§ **WHAT YOU NEED TO DO**:
Locate the lines of the listing below that hold "bridge", then copy each of them.

================

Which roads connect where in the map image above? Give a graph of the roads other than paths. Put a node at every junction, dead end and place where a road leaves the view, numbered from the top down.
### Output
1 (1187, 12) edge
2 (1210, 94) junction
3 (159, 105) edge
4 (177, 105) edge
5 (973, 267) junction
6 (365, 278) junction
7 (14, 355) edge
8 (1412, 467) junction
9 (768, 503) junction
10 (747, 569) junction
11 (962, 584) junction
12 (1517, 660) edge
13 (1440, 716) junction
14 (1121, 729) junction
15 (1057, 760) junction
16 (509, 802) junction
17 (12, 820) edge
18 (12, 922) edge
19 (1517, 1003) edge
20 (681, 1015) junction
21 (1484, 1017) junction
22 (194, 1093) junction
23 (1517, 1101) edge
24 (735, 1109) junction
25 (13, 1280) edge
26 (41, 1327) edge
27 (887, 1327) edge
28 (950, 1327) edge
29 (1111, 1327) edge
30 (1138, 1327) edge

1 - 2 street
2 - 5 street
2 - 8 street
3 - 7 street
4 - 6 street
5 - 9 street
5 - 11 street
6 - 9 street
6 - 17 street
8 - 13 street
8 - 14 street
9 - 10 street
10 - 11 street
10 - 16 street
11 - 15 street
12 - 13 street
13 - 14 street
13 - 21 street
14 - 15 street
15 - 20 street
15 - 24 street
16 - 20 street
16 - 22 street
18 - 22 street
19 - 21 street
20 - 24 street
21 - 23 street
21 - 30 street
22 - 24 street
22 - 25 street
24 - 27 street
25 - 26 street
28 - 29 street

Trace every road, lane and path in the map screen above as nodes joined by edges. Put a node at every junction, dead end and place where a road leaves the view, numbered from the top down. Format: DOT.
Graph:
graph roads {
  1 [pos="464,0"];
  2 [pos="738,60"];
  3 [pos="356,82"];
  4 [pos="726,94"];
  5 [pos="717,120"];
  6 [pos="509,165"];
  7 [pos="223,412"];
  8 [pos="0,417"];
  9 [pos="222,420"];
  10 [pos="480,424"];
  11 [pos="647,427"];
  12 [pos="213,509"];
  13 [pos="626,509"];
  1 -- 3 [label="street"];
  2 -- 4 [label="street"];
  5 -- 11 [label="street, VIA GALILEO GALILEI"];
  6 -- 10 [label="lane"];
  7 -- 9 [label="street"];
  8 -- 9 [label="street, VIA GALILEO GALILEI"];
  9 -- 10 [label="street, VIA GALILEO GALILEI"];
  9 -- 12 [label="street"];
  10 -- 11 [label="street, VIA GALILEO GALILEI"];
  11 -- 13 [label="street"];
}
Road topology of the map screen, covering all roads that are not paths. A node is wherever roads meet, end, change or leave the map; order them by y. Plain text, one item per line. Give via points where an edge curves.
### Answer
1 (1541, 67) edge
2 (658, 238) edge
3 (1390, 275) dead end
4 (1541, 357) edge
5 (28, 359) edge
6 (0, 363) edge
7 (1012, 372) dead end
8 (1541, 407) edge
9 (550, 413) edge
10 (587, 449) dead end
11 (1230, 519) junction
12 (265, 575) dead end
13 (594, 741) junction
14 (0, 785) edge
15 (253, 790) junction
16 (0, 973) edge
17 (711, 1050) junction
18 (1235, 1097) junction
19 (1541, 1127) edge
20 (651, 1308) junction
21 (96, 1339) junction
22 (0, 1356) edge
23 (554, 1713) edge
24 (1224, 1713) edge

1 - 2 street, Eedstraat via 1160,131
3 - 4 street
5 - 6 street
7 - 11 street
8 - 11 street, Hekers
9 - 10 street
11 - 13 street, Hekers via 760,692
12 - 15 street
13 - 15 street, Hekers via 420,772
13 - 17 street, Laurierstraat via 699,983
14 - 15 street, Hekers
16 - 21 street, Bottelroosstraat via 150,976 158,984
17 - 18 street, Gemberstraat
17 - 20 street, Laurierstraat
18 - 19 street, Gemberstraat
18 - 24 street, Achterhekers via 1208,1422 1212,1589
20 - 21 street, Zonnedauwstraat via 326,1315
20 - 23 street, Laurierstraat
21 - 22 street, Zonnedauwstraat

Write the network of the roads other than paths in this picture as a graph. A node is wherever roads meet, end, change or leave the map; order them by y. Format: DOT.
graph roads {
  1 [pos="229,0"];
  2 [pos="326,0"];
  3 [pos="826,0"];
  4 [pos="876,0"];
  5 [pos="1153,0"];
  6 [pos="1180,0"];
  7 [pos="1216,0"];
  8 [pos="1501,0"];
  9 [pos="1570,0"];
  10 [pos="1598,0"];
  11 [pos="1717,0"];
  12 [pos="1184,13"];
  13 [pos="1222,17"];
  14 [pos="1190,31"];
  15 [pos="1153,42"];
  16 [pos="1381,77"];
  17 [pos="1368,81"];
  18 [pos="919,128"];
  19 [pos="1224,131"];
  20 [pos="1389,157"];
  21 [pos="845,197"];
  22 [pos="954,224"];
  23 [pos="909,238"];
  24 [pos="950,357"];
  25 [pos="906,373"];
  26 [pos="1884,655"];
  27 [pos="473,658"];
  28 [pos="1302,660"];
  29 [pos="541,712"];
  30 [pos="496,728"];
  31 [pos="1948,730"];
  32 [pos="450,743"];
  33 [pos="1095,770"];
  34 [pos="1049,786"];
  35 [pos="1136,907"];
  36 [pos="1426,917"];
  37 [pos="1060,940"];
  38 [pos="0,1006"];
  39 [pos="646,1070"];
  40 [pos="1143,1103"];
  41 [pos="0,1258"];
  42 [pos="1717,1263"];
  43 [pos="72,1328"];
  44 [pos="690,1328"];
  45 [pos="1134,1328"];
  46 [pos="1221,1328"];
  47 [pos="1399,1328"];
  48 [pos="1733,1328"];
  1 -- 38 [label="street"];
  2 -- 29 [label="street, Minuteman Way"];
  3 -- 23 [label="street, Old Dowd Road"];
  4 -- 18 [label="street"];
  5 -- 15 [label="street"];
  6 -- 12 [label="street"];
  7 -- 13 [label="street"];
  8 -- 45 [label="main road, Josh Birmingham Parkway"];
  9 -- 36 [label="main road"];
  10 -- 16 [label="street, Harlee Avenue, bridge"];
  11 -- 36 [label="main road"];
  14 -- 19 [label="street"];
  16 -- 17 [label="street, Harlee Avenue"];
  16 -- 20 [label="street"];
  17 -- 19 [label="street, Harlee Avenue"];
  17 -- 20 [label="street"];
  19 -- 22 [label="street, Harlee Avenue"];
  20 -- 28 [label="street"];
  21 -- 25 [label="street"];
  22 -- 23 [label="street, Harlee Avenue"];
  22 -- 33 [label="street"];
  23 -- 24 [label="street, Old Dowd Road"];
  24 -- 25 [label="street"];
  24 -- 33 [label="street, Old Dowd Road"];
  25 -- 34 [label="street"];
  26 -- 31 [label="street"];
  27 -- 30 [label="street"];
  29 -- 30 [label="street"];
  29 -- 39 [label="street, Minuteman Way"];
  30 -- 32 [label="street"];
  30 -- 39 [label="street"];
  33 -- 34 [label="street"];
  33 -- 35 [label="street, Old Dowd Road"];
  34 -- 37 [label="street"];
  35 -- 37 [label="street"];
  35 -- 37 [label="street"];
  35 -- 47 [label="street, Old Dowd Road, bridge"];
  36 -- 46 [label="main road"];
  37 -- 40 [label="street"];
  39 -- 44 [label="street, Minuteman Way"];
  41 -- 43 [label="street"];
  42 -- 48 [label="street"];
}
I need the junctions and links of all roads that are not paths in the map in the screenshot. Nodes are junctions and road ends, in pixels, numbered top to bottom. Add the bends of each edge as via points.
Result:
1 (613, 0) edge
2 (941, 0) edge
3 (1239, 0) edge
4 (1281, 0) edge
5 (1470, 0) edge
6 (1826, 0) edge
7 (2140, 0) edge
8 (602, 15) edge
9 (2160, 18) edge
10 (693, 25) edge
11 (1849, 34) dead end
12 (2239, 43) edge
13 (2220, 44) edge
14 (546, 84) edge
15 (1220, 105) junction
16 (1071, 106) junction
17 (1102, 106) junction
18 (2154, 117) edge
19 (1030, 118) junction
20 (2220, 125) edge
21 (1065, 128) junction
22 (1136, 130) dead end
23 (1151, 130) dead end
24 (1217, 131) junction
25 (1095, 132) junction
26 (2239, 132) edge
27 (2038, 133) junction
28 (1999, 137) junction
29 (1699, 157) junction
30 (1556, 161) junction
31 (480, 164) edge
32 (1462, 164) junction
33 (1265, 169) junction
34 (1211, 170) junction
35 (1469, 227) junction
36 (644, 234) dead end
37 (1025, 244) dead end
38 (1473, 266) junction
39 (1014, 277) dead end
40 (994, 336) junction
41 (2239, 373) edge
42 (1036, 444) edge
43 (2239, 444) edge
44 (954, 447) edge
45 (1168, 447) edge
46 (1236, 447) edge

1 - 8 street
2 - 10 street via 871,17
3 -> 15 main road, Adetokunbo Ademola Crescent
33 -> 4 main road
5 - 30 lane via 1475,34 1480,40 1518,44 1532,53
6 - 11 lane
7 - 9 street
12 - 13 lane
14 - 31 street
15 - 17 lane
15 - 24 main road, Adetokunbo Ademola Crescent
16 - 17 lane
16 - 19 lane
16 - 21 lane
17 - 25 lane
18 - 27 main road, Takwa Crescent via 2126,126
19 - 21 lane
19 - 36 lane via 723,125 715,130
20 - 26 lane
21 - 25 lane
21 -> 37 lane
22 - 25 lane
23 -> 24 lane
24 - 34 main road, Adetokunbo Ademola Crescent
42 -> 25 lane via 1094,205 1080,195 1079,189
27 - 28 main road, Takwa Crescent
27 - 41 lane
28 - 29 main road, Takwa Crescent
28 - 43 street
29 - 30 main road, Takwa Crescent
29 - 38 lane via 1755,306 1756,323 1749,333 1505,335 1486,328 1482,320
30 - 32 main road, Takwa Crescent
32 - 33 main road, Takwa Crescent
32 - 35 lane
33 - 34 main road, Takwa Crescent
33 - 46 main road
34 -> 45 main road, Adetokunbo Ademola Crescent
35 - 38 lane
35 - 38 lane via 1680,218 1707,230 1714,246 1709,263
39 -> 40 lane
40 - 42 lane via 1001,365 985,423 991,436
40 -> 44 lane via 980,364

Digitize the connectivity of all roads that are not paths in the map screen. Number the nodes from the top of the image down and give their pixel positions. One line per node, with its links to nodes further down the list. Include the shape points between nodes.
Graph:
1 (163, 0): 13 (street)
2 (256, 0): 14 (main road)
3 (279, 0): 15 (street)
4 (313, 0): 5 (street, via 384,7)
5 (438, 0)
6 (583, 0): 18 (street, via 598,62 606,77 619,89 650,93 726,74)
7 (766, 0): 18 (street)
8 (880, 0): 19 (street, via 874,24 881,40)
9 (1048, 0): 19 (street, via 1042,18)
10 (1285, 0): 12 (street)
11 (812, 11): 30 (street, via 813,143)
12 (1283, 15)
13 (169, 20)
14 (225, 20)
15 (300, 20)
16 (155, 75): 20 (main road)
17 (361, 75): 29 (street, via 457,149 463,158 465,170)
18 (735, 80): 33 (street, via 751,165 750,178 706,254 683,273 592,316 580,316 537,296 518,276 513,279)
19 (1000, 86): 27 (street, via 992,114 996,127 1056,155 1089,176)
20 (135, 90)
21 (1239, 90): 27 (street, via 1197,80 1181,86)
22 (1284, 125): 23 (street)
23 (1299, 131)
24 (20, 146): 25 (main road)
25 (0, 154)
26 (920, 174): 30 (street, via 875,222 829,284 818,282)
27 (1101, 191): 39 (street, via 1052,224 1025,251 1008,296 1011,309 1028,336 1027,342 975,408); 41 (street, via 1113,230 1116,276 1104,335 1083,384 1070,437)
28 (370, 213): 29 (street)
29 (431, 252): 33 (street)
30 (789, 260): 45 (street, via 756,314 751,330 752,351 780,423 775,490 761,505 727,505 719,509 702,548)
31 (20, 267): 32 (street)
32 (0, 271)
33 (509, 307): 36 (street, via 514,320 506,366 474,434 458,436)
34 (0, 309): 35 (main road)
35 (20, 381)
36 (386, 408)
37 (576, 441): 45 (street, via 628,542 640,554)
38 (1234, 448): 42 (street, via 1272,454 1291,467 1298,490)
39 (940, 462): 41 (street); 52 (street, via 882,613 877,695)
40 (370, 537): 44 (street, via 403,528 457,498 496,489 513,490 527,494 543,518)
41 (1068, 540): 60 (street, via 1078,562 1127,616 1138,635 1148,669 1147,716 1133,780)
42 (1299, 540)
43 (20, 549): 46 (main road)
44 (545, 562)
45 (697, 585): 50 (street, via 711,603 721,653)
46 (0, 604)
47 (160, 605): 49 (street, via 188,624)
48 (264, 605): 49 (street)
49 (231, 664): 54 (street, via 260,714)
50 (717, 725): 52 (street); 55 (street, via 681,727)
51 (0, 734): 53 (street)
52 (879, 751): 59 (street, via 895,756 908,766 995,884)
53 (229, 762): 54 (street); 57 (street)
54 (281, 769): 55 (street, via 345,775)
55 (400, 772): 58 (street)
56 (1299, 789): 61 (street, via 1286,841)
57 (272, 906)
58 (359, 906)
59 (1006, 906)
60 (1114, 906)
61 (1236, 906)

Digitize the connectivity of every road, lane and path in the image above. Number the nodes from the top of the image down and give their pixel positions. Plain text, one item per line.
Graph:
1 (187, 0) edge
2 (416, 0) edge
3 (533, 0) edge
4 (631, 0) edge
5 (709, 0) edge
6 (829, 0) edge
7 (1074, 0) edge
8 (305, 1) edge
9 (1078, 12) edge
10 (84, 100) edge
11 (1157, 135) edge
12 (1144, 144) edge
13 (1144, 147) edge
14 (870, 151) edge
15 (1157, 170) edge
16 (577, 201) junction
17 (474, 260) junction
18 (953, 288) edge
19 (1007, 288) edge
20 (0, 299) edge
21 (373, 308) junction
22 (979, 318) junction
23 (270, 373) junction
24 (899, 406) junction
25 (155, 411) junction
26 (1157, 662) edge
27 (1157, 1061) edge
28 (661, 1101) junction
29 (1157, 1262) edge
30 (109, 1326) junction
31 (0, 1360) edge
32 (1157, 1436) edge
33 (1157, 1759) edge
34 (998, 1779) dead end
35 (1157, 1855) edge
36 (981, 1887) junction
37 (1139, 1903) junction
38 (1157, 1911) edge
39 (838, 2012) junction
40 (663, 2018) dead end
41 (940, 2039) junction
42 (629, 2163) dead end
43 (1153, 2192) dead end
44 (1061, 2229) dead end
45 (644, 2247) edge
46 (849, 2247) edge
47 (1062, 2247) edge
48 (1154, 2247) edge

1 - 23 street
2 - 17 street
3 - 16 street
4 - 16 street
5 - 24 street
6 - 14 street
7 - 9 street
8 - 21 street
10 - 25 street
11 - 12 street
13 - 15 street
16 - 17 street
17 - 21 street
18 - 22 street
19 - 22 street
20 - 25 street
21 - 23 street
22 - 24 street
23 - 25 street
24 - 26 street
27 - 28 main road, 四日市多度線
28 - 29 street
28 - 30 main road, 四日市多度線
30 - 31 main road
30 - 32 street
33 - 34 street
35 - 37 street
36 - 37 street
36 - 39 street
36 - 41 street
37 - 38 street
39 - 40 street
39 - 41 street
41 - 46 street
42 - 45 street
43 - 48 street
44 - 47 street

================

§ **ANSWER TO THIS PROBLEM**:
  10 -- 16 [label="street, Harlee Avenue, bridge"];
  35 -- 47 [label="street, Old Dowd Road, bridge"];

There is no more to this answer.